EDIT: To make the context clearer I'm going to describe the particular scenario I'm struggling with right now. For a smooth fiber bundle $p:E\to D^m$ over the closed unit disc consider an open sub-bundle $p^k_{\omega}:E^k_{\omega}\to D^m$ of the $k$-jet bundle of germs of smooth local sections of $E$. What I'm trying to understand is why the restriction map $\rho:\Gamma^0(E^k_{\omega})\to\Gamma^0(E^k_{\omega}(0))$ is a weak homotopy equivalence when both spaces are endowed with the compact-open topology and $E^k_{\omega}(0)$ denotes the restriction of the bundle $E^k_{\omega}$ to $0\in D^m$. The reason why I formulated the question slightly differently above is because obviously $\Gamma^0(E^k_{\omega}(0))\cong (p^k_{\omega})^{-1}(0)$.

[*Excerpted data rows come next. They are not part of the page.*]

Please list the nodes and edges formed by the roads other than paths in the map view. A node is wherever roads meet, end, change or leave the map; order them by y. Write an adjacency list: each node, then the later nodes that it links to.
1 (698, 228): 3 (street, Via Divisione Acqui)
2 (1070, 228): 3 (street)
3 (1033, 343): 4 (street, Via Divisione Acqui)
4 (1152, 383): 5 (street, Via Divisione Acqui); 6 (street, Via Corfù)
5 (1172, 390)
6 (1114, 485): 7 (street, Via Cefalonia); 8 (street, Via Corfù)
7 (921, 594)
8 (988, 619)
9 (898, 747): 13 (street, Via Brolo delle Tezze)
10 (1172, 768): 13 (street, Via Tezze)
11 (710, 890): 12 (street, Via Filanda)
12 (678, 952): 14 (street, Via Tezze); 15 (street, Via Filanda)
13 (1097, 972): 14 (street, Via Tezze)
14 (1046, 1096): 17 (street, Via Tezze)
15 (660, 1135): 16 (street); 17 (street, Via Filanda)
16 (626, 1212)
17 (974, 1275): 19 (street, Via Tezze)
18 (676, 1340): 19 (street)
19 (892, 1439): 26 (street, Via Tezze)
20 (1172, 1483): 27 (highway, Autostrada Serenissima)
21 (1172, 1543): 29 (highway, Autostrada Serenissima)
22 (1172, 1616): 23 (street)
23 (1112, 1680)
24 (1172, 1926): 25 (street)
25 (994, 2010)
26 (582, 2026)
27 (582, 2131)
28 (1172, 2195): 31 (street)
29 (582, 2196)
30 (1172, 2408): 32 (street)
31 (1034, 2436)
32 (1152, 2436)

EDIT: After being convinced that the first paragraph has a negative answer in general I would like to restate the explicit question that I'm unable to answer: given everything from the second paragraph, why is the evaluation map $\varepsilon:\Gamma^0(E^k_{\omega})\to (p^k_{\omega})^{-1}(0)$ defined by $\varepsilon(\sigma):=\sigma(0)$ a weak homotopy equivalence?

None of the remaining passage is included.